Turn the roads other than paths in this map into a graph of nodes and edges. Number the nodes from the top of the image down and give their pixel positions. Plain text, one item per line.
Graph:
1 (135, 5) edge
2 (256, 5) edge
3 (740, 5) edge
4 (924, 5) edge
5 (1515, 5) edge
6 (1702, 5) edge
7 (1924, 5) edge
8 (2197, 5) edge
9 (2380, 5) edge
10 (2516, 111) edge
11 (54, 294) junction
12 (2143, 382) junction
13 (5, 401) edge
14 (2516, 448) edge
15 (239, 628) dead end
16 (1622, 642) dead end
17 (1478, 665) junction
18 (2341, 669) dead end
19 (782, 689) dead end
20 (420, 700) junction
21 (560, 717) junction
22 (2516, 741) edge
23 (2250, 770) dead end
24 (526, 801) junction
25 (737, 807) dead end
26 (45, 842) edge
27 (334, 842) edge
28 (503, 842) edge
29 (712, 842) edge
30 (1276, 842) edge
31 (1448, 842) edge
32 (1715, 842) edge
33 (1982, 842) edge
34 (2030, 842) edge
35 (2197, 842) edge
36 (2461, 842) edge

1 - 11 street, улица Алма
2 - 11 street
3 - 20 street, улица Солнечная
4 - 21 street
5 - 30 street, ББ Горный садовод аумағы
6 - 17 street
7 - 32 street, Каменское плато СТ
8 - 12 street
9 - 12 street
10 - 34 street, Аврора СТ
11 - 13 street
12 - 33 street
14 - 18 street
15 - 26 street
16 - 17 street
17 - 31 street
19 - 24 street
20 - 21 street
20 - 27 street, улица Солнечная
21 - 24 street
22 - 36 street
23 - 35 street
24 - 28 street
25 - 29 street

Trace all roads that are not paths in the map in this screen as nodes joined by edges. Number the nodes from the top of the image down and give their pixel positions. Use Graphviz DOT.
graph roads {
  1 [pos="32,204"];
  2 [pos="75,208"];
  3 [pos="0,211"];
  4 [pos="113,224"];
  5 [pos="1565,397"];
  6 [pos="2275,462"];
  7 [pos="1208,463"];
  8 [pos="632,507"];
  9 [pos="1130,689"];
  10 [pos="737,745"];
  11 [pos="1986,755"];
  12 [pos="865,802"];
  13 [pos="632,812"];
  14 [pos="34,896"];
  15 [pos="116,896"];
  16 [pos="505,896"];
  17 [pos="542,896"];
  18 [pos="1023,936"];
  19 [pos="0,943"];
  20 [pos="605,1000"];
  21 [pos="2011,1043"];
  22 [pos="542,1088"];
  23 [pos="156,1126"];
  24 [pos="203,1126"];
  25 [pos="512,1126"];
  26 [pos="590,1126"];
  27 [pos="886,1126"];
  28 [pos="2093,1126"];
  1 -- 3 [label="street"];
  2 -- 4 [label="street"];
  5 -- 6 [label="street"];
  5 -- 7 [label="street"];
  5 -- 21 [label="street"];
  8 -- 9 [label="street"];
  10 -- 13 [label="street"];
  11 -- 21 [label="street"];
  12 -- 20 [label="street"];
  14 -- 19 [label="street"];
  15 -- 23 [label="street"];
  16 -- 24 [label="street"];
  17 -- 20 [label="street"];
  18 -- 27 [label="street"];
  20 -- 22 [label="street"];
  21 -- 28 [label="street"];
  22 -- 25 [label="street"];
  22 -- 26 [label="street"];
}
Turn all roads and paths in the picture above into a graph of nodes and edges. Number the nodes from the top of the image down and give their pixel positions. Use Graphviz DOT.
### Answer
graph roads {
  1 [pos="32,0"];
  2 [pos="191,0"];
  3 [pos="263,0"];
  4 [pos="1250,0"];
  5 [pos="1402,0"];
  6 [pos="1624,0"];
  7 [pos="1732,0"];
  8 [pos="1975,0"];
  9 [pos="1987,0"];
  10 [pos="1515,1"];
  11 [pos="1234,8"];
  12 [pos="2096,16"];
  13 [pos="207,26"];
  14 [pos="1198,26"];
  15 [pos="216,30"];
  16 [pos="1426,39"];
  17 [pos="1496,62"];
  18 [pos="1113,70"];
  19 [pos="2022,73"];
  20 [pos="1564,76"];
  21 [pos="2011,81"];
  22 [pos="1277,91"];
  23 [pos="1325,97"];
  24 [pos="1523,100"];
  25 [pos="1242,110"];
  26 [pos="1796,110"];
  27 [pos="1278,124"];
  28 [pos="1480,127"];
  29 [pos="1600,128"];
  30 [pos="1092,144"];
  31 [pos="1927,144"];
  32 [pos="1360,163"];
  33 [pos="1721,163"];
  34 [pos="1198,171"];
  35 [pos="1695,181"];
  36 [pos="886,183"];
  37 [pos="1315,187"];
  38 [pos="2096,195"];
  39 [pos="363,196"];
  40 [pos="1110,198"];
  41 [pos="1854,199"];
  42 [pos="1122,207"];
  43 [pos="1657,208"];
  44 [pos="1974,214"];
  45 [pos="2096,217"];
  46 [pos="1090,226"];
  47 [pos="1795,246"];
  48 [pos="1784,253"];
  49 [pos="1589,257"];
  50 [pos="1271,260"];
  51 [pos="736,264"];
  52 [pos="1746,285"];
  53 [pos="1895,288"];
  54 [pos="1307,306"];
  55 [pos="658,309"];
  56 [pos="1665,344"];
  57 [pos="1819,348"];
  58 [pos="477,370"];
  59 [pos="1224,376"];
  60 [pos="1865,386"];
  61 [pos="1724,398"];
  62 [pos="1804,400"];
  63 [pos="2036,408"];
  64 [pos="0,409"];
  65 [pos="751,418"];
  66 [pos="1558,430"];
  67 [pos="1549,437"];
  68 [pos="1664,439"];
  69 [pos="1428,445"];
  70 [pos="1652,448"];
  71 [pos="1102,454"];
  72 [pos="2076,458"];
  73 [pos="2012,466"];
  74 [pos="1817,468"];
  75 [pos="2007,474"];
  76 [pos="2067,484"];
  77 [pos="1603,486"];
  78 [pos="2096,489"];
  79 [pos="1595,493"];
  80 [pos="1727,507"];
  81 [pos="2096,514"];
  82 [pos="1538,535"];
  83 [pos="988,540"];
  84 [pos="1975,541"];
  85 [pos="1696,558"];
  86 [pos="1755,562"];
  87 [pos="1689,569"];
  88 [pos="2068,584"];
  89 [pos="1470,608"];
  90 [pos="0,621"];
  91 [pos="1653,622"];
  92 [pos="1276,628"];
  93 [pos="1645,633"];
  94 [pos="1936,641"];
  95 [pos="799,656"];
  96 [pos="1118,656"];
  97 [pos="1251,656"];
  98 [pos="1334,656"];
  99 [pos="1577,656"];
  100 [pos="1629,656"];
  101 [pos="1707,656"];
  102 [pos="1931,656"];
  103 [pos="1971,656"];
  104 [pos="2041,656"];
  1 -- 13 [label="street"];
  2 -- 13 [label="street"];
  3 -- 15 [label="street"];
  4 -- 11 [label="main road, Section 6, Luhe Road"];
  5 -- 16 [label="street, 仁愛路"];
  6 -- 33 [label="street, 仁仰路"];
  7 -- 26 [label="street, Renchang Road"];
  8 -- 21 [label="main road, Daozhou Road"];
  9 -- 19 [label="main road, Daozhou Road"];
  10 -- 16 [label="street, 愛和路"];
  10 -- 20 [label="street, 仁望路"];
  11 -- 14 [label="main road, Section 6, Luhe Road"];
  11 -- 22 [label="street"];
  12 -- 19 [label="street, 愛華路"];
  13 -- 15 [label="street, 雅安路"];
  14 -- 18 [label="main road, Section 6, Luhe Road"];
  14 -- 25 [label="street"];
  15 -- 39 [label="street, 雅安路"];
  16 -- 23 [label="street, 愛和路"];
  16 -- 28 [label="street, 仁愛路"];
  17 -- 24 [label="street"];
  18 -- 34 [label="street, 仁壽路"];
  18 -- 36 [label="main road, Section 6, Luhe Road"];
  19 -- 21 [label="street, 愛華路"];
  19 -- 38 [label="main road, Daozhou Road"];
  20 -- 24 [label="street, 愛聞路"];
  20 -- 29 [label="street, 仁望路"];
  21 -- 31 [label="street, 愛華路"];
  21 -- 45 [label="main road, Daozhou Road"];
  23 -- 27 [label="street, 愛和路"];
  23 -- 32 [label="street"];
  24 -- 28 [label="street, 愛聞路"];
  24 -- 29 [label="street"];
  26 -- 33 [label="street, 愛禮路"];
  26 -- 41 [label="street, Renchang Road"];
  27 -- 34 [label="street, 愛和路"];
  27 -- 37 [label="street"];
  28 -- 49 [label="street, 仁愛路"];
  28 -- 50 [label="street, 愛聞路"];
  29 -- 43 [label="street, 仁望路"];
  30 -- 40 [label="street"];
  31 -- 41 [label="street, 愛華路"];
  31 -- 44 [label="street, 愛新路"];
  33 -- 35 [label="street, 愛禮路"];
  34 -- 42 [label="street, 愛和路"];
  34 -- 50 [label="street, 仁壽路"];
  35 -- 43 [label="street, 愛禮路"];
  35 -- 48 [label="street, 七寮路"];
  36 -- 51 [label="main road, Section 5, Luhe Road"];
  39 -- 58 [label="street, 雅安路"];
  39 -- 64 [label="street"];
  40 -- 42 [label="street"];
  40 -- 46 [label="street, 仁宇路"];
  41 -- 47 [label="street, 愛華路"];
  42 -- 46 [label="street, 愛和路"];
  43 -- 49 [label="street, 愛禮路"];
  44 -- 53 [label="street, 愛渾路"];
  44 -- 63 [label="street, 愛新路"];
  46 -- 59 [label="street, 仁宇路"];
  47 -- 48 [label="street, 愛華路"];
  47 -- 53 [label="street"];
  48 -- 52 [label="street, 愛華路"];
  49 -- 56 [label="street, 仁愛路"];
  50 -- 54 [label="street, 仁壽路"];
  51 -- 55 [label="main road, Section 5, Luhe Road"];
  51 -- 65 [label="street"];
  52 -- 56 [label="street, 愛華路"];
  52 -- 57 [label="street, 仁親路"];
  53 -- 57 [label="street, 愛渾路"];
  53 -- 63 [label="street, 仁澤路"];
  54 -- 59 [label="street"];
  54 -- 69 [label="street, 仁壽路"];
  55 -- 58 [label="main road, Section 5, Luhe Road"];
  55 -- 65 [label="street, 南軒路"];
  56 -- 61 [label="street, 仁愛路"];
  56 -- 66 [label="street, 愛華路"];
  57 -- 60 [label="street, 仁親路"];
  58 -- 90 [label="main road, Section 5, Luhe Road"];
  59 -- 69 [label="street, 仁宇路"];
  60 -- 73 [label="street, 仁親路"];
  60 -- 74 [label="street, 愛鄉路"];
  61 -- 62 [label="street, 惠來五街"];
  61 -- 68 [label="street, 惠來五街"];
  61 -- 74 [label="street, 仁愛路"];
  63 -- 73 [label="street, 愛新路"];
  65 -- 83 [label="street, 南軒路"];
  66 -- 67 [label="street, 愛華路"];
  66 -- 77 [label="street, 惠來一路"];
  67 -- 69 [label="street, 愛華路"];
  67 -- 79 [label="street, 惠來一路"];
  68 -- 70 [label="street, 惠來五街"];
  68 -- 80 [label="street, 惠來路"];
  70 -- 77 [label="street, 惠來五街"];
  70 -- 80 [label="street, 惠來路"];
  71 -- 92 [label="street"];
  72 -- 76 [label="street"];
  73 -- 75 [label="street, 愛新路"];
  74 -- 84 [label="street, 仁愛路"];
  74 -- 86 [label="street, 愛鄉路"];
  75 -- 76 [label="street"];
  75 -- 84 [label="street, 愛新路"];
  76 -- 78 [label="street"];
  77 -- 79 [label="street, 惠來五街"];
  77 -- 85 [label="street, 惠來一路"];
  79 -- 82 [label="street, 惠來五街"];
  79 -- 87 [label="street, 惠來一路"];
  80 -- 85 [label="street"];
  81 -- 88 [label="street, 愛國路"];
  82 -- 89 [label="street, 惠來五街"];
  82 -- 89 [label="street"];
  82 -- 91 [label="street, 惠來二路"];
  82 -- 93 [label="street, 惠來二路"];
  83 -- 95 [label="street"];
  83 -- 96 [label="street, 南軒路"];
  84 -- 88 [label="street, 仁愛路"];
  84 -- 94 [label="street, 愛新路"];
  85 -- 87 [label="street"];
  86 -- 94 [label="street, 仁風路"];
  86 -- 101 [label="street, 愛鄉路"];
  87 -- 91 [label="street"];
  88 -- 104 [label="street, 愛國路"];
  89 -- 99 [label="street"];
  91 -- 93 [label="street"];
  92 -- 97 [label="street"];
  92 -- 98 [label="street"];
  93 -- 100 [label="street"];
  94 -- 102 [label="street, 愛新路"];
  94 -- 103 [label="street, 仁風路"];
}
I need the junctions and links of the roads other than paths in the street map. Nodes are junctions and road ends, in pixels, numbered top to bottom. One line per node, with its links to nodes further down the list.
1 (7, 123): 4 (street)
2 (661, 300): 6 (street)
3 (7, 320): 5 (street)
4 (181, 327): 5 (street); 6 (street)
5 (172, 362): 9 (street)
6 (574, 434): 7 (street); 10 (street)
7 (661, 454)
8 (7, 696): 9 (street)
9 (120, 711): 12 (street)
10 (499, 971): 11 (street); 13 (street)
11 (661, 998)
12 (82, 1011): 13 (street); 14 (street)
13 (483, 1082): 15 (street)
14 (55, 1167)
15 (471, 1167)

• **EXERCISE AIM**: Write down exactly the line that contains "I need the junctions" along with all later lines of the material, ending at its final line.

• **SOLUTION TO THE EXERCISE**:
I need the junctions and links of the roads other than paths in the street map. Nodes are junctions and road ends, in pixels, numbered top to bottom. One line per node, with its links to nodes further down the list.
1 (7, 123): 4 (street)
2 (661, 300): 6 (street)
3 (7, 320): 5 (street)
4 (181, 327): 5 (street); 6 (street)
5 (172, 362): 9 (street)
6 (574, 434): 7 (street); 10 (street)
7 (661, 454)
8 (7, 696): 9 (street)
9 (120, 711): 12 (street)
10 (499, 971): 11 (street); 13 (street)
11 (661, 998)
12 (82, 1011): 13 (street); 14 (street)
13 (483, 1082): 15 (street)
14 (55, 1167)
15 (471, 1167)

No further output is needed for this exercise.